You are given two arrays nums1 and nums2.

Your task is to find the maximum dot product between non-empty subsequences of nums1 and nums2 that have the same length.

The dot product of two sequences [a1, a2, ..., ak] and [b1, b2, ..., bk] is calculated as a1*b1 + a2*b2 + ... + ak*bk.

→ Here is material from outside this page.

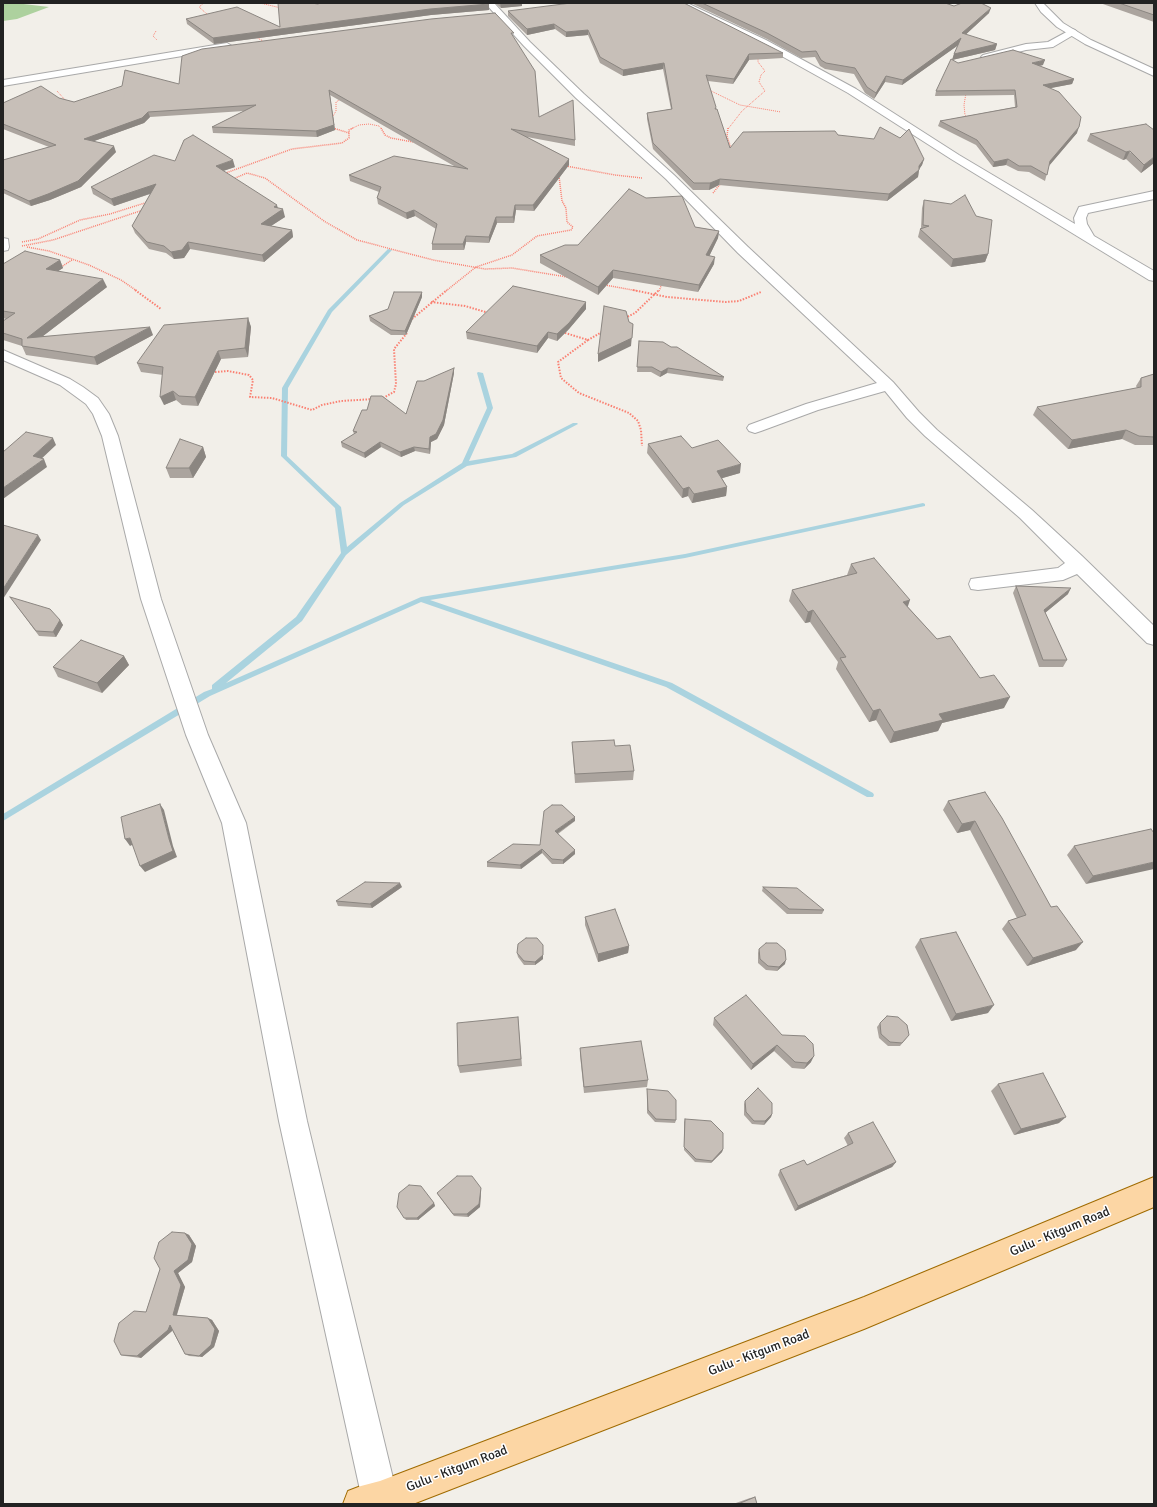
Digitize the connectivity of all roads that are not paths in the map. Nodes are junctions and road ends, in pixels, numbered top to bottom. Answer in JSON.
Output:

A subsequence is formed by deleting some (possibly zero) elements from the original array without changing the relative order of the remaining elements. For example, [2,3,5] is a subsequence of [1,2,3,4,5], but [1,5,3] is not because it doesn't maintain the relative order.

The key requirements are:

  • Both subsequences must be non-empty
  • Both subsequences must have the same length
  • You want to maximize the dot product

For example, if nums1 = [2, 1, -2, 5] and nums2 = [3, 0, -6], you could:

  • Choose subsequence [2, 5] from nums1 and [3, -6] from nums2, giving dot product 2*3 + 5*(-6) = 6 - 30 = -24
  • Choose subsequence [1] from nums1 and [0] from nums2, giving dot product 1*0 = 0
  • Choose subsequence [5] from nums1 and [3] from nums2, giving dot product 5*3 = 15

The maximum dot product would be 18 by choosing [2, 1] from nums1 and [3, -6] from nums2, giving 2*3 + 1*(-6) = 6 + 12 = 18.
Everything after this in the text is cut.